VOID regsub(STRING pattern, STRING substitution, STRING mode)

  • Description

    Perform a regex substitution on the response body. Can only be used in vcl_backend_response.

  • Return value

    None

    • pattern

      PCRE regular expression to find.

    • substitution

      Substitution text. Backreferences are allowed (\1 thru \9).

    • mode

      Pattern mode. Defaults to g. Possible values: [none], g.

capture

VOID capture(STRING name, STRING pattern, STRING value, STRING mode)

  • Description

    Perform a regex capture on the response body. If pattern is found, value is set as the value of name. Can only be used in vcl_backend_response.

  • Return value

    None

    • pattern

      PCRE regular expression to find.

    • value

      Value to use if pattern is found. Backreferences are allowed (\1 thru \9).

    • mode

      Pattern mode. Defaults to no mode. Global mode, g is not support with captures.

get

STRING get(STRING name, STRING default)

  • Description

    Get a capture value by name. Can only be used in vcl_deliver.

  • Return value

    The value of name if it exists, otherwise default.

    • name

      The name of the capture.
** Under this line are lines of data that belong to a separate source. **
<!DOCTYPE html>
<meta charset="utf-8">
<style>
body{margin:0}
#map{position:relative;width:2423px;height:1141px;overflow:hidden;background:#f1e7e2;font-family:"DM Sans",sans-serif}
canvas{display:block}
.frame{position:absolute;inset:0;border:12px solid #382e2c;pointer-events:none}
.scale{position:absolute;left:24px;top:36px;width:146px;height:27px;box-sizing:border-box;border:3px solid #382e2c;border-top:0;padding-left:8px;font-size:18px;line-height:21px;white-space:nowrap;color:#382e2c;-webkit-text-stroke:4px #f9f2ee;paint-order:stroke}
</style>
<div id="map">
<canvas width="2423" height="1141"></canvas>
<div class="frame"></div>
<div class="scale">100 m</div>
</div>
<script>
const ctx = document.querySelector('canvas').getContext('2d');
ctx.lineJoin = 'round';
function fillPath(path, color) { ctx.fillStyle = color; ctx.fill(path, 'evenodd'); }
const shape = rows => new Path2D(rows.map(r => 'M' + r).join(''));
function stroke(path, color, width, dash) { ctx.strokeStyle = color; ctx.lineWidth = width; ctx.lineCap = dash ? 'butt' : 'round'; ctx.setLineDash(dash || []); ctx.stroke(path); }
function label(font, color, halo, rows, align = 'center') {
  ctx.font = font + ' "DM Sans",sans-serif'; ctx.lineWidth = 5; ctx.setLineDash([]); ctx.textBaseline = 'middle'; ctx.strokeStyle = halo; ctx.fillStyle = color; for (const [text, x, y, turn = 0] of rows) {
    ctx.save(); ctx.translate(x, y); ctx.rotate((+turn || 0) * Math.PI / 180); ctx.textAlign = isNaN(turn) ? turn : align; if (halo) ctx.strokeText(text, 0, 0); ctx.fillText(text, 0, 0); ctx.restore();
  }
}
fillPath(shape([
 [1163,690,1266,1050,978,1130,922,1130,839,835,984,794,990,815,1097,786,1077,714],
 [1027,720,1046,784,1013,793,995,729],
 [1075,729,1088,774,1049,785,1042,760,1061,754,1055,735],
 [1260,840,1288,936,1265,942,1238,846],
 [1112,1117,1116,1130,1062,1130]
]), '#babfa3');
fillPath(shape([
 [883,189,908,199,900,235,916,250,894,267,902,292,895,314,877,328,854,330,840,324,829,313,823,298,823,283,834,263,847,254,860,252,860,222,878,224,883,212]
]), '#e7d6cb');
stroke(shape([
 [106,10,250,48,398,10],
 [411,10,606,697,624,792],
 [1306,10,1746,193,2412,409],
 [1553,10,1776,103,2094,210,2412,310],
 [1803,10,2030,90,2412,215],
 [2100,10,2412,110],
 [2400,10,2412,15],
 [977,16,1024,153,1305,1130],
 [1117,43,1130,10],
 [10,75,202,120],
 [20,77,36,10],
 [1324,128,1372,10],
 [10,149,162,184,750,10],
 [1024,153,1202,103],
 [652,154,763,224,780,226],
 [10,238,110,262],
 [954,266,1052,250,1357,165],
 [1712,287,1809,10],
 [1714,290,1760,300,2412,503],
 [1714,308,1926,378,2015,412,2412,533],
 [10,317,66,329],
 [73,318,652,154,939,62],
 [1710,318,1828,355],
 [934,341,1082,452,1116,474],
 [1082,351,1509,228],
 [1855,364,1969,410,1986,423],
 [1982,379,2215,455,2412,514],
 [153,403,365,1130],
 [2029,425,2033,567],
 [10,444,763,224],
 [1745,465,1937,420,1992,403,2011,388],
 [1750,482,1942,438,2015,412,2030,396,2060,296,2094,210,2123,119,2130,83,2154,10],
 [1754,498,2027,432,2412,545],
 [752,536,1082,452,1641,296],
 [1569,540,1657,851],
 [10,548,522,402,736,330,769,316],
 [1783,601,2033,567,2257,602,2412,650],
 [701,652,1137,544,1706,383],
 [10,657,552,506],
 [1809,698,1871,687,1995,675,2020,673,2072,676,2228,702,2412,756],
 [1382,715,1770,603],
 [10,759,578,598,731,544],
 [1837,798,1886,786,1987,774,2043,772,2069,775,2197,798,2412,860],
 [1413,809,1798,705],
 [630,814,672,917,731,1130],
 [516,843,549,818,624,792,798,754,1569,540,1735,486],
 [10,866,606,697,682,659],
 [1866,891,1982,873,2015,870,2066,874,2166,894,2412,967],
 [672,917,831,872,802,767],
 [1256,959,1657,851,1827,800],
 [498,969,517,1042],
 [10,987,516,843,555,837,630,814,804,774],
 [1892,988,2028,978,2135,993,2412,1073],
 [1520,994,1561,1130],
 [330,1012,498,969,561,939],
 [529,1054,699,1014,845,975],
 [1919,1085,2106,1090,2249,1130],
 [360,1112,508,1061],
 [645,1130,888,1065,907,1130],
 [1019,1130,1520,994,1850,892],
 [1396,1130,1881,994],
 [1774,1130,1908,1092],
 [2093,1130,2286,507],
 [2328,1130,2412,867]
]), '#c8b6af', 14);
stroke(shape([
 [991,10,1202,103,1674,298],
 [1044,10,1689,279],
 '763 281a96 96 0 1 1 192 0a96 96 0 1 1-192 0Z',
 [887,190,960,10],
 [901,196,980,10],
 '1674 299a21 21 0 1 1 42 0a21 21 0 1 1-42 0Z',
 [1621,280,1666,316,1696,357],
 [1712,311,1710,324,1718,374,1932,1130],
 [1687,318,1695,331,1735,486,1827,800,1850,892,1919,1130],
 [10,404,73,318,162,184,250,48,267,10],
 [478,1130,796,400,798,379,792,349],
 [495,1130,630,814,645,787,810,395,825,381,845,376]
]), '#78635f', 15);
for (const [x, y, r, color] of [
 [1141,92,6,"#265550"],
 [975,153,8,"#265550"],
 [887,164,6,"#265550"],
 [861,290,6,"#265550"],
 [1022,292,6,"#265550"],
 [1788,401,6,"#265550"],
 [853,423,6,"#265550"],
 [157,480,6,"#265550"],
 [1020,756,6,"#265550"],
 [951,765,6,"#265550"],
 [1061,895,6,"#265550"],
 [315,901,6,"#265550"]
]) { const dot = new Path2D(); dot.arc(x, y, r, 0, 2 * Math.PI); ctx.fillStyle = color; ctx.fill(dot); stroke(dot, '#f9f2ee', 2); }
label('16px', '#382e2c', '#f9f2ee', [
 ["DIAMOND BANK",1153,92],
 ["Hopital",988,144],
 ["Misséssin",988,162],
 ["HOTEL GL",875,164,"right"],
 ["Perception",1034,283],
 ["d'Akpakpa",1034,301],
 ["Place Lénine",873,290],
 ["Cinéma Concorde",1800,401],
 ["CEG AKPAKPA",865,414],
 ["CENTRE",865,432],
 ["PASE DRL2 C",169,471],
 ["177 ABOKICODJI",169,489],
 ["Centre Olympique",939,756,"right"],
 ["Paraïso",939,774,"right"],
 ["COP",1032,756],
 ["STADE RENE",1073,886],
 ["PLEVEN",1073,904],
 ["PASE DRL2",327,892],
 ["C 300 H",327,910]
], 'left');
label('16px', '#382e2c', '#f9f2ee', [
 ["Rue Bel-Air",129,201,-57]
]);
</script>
Please see xbody.capture().

    • default

      The default value if name is not found. Defaults to an empty string.

get_all

STRING get_all()

  • Description

    Get all capture values as a JSON object string. Can only be used in vcl_deliver.

  • Return value

    A JSON object representing all capture values. If no capture values exist, an empty JSON object is returned. This is used to send all captures directly to Edgestash or for VHA replication.

set

VOID set(STRING json)

  • Description

    Set capture values. When used, regex and capture operations are skipped. This is used to replicate xbody operations via VHA. Can only be used in vcl_backend_response.

  • Return value

    None

    • json

      Capture values from xbody.get_all(). Must be a valid JSON object.